What’s so interesting about market cycles is that they might be considered a metaphor for our zebra-like life: there are white and black stripes, expansion is followed by contraction, and the extent and duration of the contraction phase is anticipated to be proportionate to the extent and duration of the preceding advance.
Doesn’t it inspire a certain amount of optimism that even trading charts reflect this predictable logic of life? It turns out, every cloud does indeed have a silver lining. Let’s explore!
What behavioral economics has to do with market cycles
Behavioral economics studies how individuals and institutions make market decisions based on psychological, cognitive, emotional, cultural and social factors. And the idea of market cycles in behavioral economics is tightly bound to the shifts of fluctuating investor sentiment, or in other words, their emotional state.
So, do market cycles change just like seasons, one after the other? Well, yes and no–you’ll recognize the pattern very soon. Take a look.
Remember when the going gets tough, after some time, it gets even tougher? And vice versa, when things go well in life and you enjoy the period of abundance, why that sudden stroke of luck? If you’ve been trading for quite some time now, you’ve already observed somewhat similar cycles in the market.

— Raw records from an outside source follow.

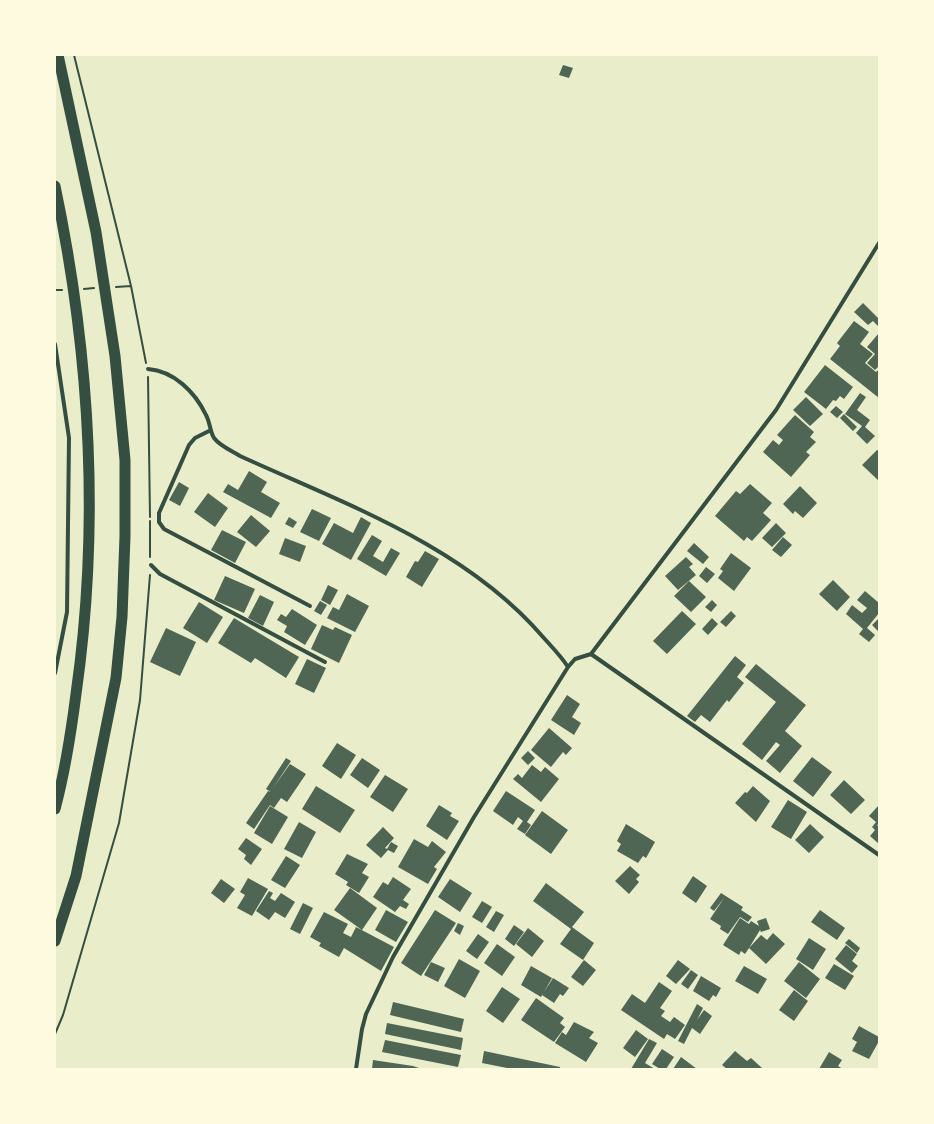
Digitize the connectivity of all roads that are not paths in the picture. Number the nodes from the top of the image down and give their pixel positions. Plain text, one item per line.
1 (58, 55) edge
2 (55, 186) edge
3 (879, 243) edge
4 (55, 344) edge
5 (148, 369) dead end
6 (211, 430) junction
7 (151, 565) dead end
8 (310, 606) dead end
9 (591, 654) junction
10 (325, 662) dead end
11 (568, 667) junction
12 (55, 673) edge
13 (55, 809) edge
14 (879, 855) edge
15 (55, 941) edge
16 (356, 1069) edge

1 - 15 highway
2 - 13 highway
3 - 9 street
4 - 12 street
5 - 6 street
6 - 8 street
6 - 11 street
7 - 10 street
9 - 11 street
9 - 14 street
11 - 16 street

It’s called the retroactive effect.
When the sentiment is positive, the prices are rising, the bullish trend is continuing, this is when the boosting attitude and confidence among the traders causes demand to increase and supply to decrease even more.

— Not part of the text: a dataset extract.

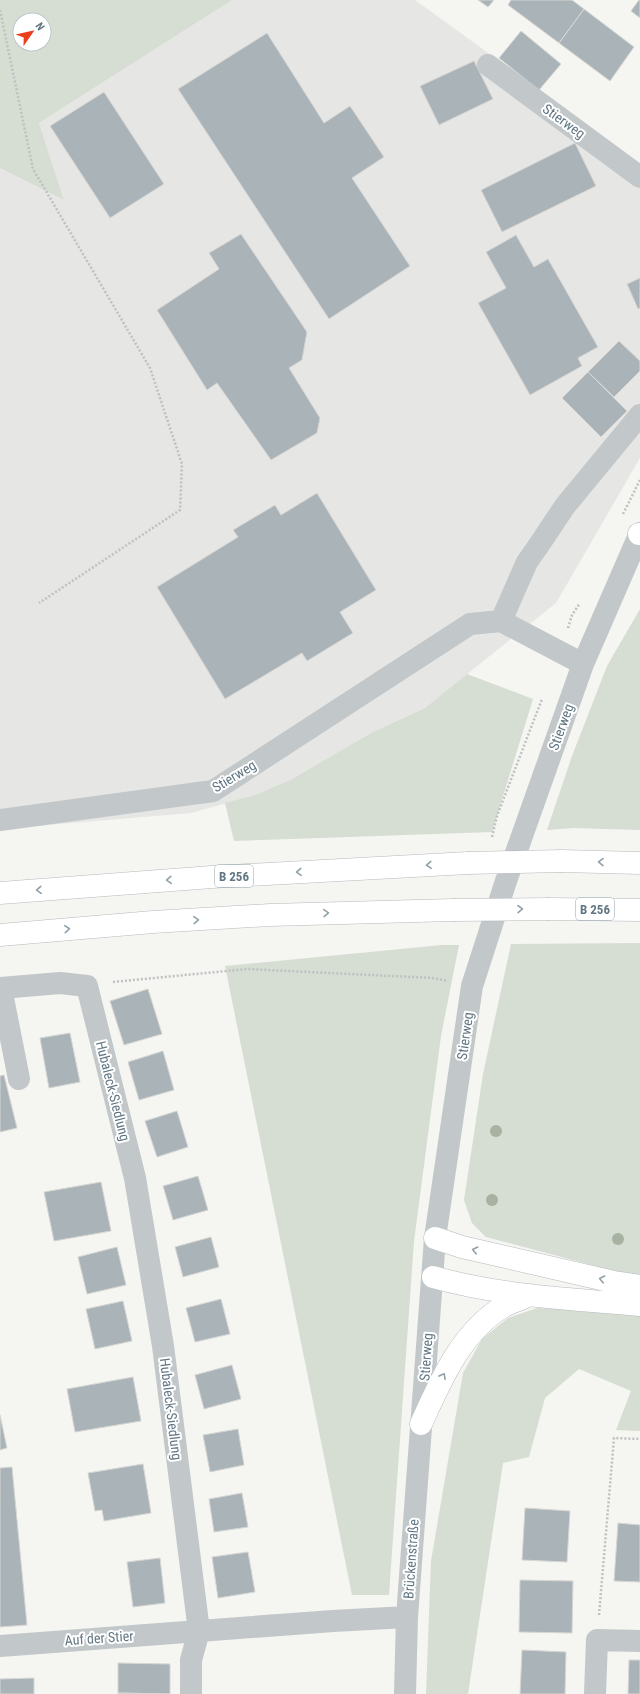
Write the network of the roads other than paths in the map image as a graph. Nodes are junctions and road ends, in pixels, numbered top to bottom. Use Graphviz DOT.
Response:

On the contrary, when there’s an ongoing downtrend, the prices are falling, the bear market causes decline in prices, this is where a negative sentiment reduces demand and increases the available supply.
Over the short-term, the negativity in the market leads to even more negativity, and the other way round, positivity signifies more positivity.
Remember how the article started with the suggestion that market cycles change like seasons? Now that you know about the retroactive effect, you understand how this suggestion is not always true. At least, over the short-term.
And yet, there are of course situations when market cycles change–let’s take a look under what circumstances it happens.
First of all, the cyclical or retroactive effect simply can’t last long. People get greedy and overhyped by the market momentum. In this emotional state, they can form a financial bubble, so as the price gets overextended, there comes the point of maximum financial risk, the local top, and then–boom! Panic, denial and anxiety starts to outweigh rational thinking.
Now even those who were still hodling (holding on for dear life) no longer believe that the market will continue to rise, the wave of selling gets stronger, and that leads to the market capitulation effect–when holders give up and sell their assets close to the local bottom.
So, is there a way to turn all the market cycles in your favour?
How to earn on retroactive effect and capitulation effect
As Warren Buffet says, “We simply attempt to be fearful when others are greedy and to be greedy only when others are fearful.”
Specifically, if you analyze the market cycles, see the retroactive or capitulation effect, they might be a very good entry point to either buy low or sell high. Even better, you can long and short on AAX Futures and earn as the price drops.
Learn more on how to maximize return on crypto derivatives!
How to spot a good entry point
Of course, your intuition is a tool sometimes not sufficient enough to make decisions based on very technical details. That’s why many traders use TA, or technical analysis, to anticipate where the market is likely to go.
There are dozens of technical indicators out there. Say, RSI, relative strength indicator index, suggests when an asset is overbought due to a strong positive market, and MACD, moving average convergence/divergence, that spots trend reversals.
We encourage you to explore TA even more, because it’s a precious tool in every trader’s arsenal! You can learn everything you need to know on our Trading Strategies section.
Hopefully now you have a better understanding of market cycles that are closely entwined with human psychology, emotional states and an ability to rationalize when everybody is panicking.
So, while trading, use technical analysis, but also don’t forget about the psychology of the market.